• **REQUIREMENT**
Go over the lines below, and when one contains the word "Mangaraja", copy it.

Stored items:
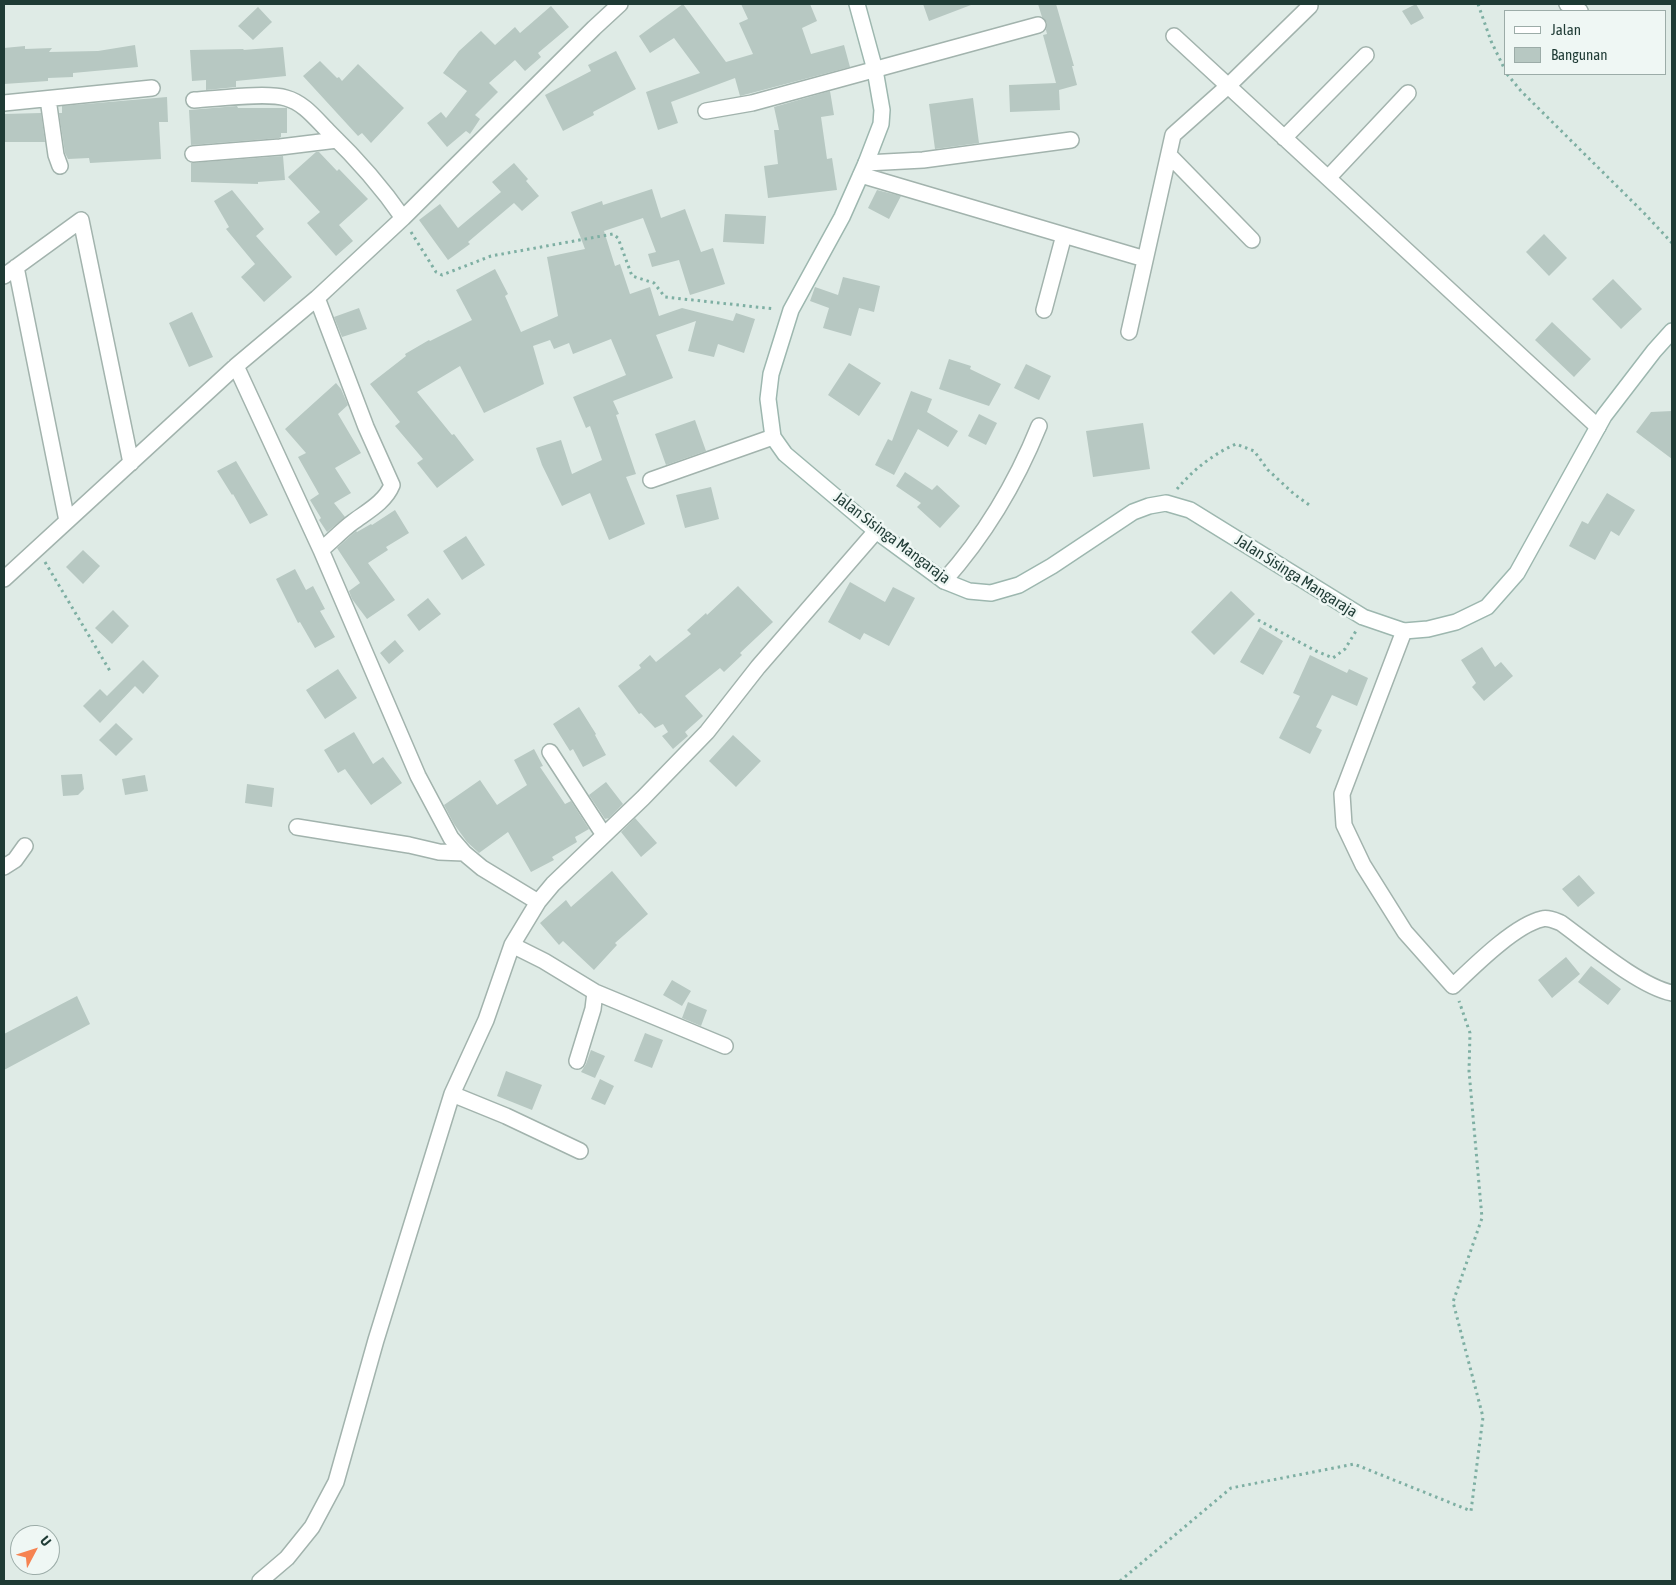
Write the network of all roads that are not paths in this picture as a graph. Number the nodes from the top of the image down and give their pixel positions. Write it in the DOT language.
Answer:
graph roads {
  1 [pos="620,4"];
  2 [pos="857,4"];
  3 [pos="1566,4"];
  4 [pos="1310,6"];
  5 [pos="1578,10"];
  6 [pos="1038,25"];
  7 [pos="1174,36"];
  8 [pos="1366,55"];
  9 [pos="875,70"];
  10 [pos="1228,86"];
  11 [pos="152,88"];
  12 [pos="1408,94"];
  13 [pos="48,99"];
  14 [pos="194,100"];
  15 [pos="4,103"];
  16 [pos="706,111"];
  17 [pos="1284,138"];
  18 [pos="337,140"];
  19 [pos="1071,140"];
  20 [pos="193,154"];
  21 [pos="1169,155"];
  22 [pos="60,166"];
  23 [pos="864,169"];
  24 [pos="1328,178"];
  25 [pos="403,218"];
  26 [pos="1064,236"];
  27 [pos="1252,240"];
  28 [pos="1145,260"];
  29 [pos="10,272"];
  30 [pos="317,298"];
  31 [pos="1044,310"];
  32 [pos="1672,331"];
  33 [pos="1129,332"];
  34 [pos="236,366"];
  35 [pos="1039,426"];
  36 [pos="1598,427"];
  37 [pos="773,437"];
  38 [pos="131,463"];
  39 [pos="651,480"];
  40 [pos="67,521"];
  41 [pos="876,531"];
  42 [pos="321,550"];
  43 [pos="4,579"];
  44 [pos="944,581"];
  45 [pos="1404,631"];
  46 [pos="550,752"];
  47 [pos="297,827"];
  48 [pos="604,835"];
  49 [pos="25,846"];
  50 [pos="464,853"];
  51 [pos="4,867"];
  52 [pos="538,902"];
  53 [pos="512,945"];
  54 [pos="595,992"];
  55 [pos="1672,992"];
  56 [pos="725,1046"];
  57 [pos="577,1061"];
  58 [pos="452,1094"];
  59 [pos="580,1151"];
  60 [pos="260,1581"];
  1 -- 25 [label="street"];
  2 -- 9 [label="street"];
  3 -- 5 [label="street"];
  4 -- 10 [label="street"];
  6 -- 9 [label="street"];
  7 -- 10 [label="street"];
  8 -- 17 [label="street"];
  9 -- 16 [label="street"];
  9 -- 23 [label="street"];
  10 -- 17 [label="street"];
  10 -- 21 [label="street"];
  11 -- 13 [label="street"];
  12 -- 24 [label="street"];
  13 -- 15 [label="street"];
  13 -- 22 [label="street"];
  14 -- 18 [label="street"];
  17 -- 24 [label="street"];
  18 -- 20 [label="street"];
  18 -- 25 [label="street"];
  19 -- 23 [label="street"];
  21 -- 27 [label="street"];
  21 -- 28 [label="street"];
  23 -- 26 [label="street"];
  23 -- 37 [label="street"];
  24 -- 36 [label="street"];
  25 -- 30 [label="street"];
  26 -- 28 [label="street"];
  26 -- 31 [label="street"];
  28 -- 33 [label="street"];
  29 -- 38 [label="street"];
  29 -- 40 [label="street"];
  30 -- 34 [label="street"];
  30 -- 42 [label="street"];
  32 -- 36 [label="street, Jalan Sisinga Mangaraja"];
  34 -- 38 [label="street"];
  34 -- 42 [label="street"];
  35 -- 44 [label="street"];
  36 -- 45 [label="street, Jalan Sisinga Mangaraja"];
  37 -- 39 [label="street"];
  37 -- 41 [label="street, Jalan Sisinga Mangaraja"];
  38 -- 40 [label="street"];
  40 -- 43 [label="street"];
  41 -- 44 [label="street, Jalan Sisinga Mangaraja"];
  41 -- 48 [label="street"];
  42 -- 50 [label="street"];
  44 -- 45 [label="street, Jalan Sisinga Mangaraja"];
  45 -- 55 [label="street"];
  46 -- 48 [label="street"];
  47 -- 50 [label="street"];
  48 -- 52 [label="street"];
  49 -- 51 [label="street"];
  50 -- 52 [label="street"];
  52 -- 53 [label="street"];
  53 -- 54 [label="street"];
  53 -- 58 [label="street"];
  54 -- 56 [label="street"];
  54 -- 57 [label="street"];
  58 -- 59 [label="street"];
  58 -- 60 [label="street"];
}
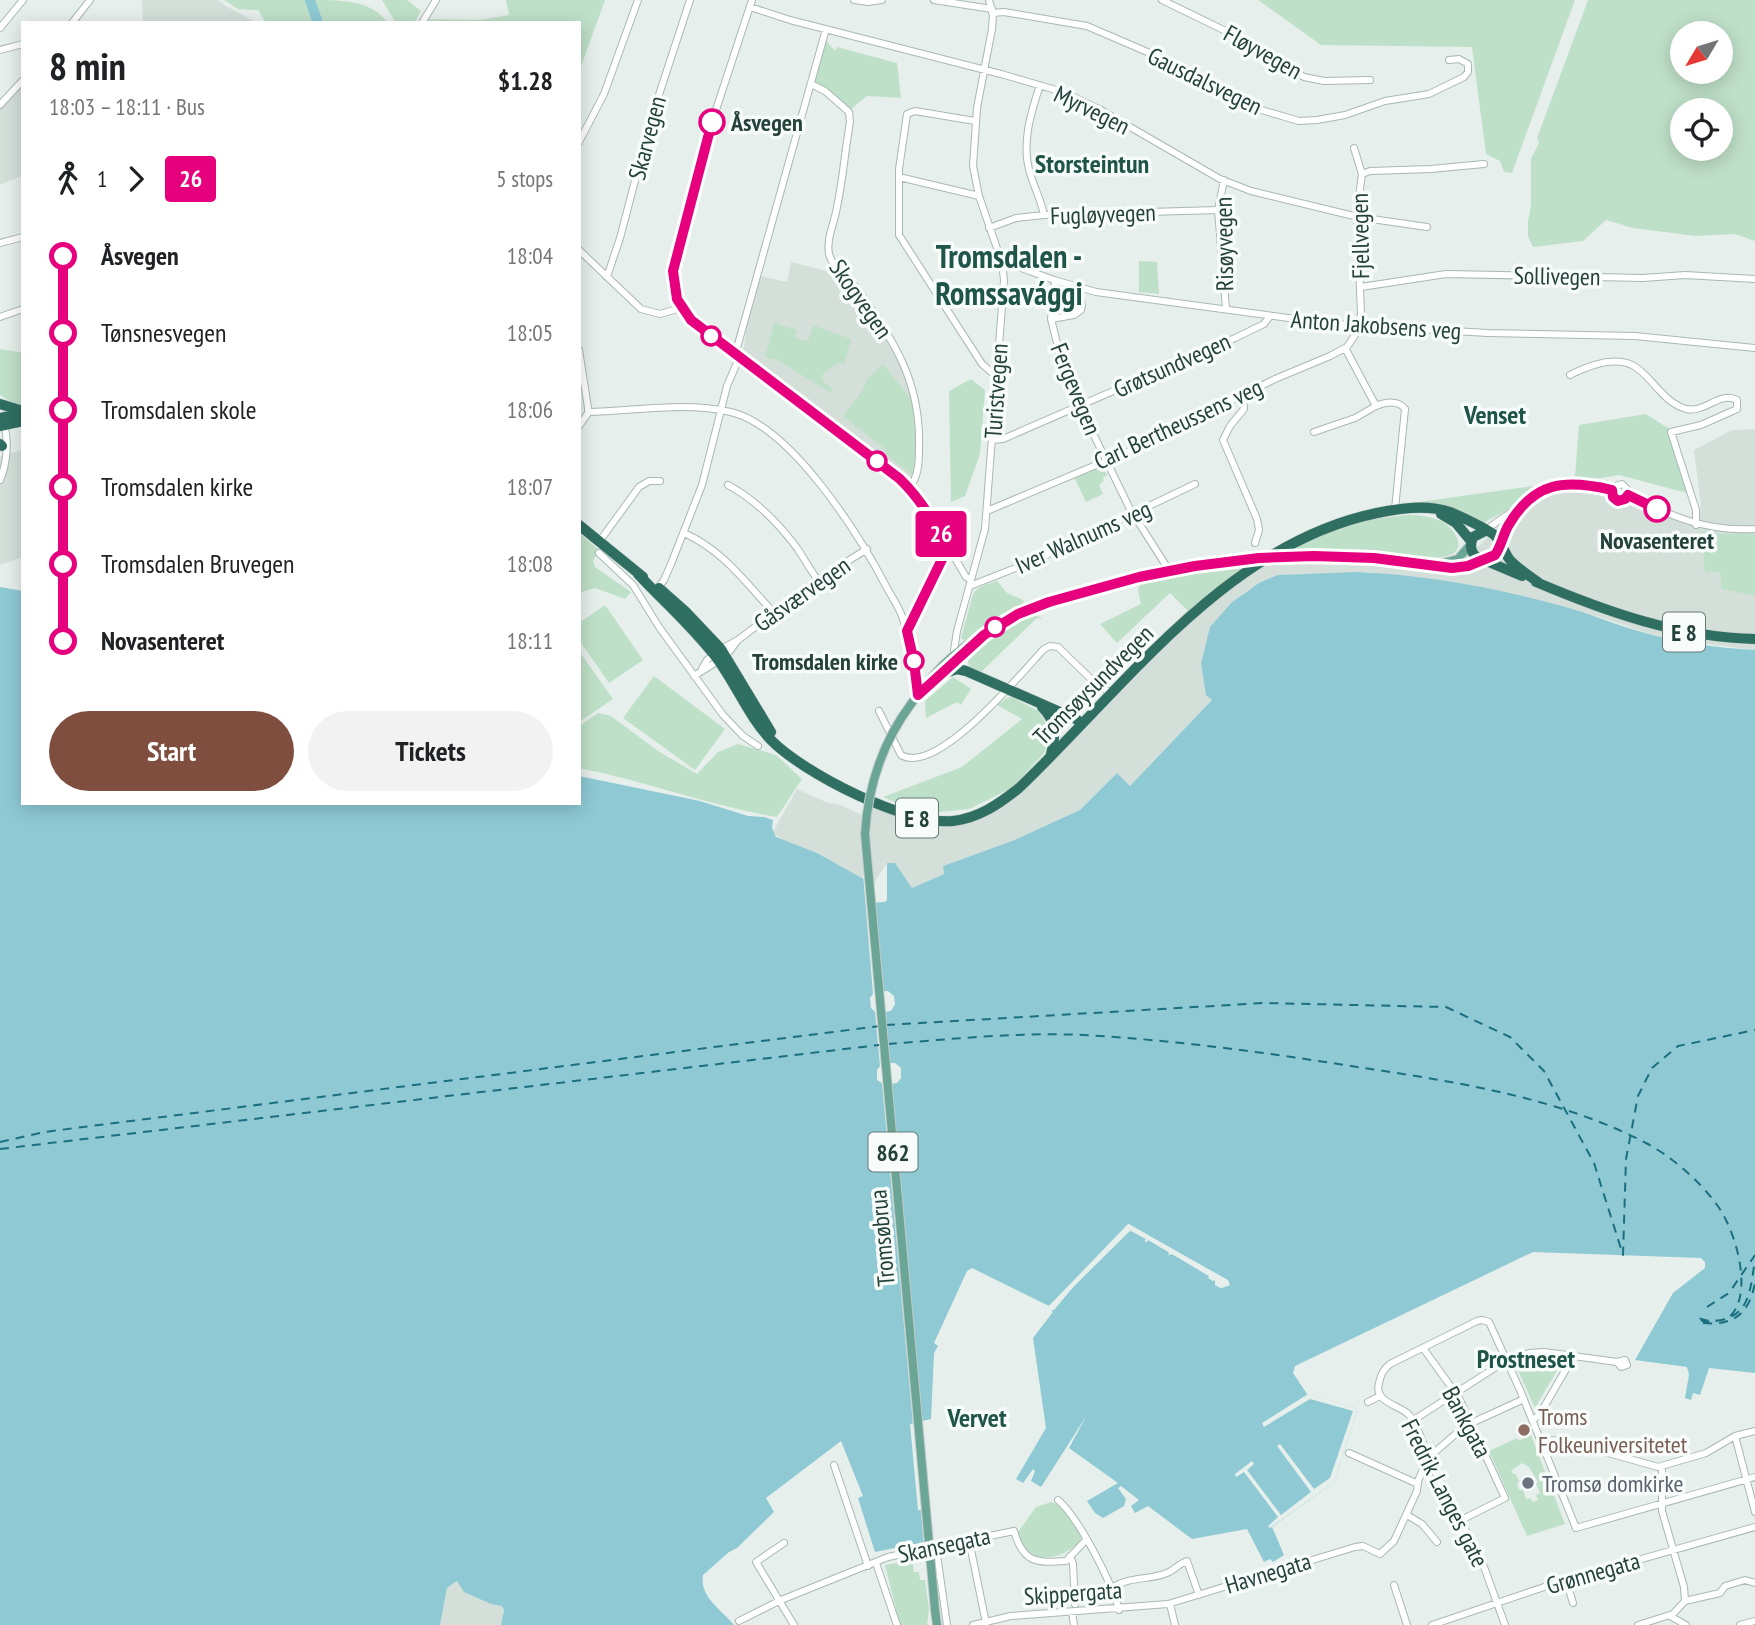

• **RESULT**
  32 -- 36 [label="street, Jalan Sisinga Mangaraja"];
  36 -- 45 [label="street, Jalan Sisinga Mangaraja"];
  37 -- 41 [label="street, Jalan Sisinga Mangaraja"];
  41 -- 44 [label="street, Jalan Sisinga Mangaraja"];
  44 -- 45 [label="street, Jalan Sisinga Mangaraja"];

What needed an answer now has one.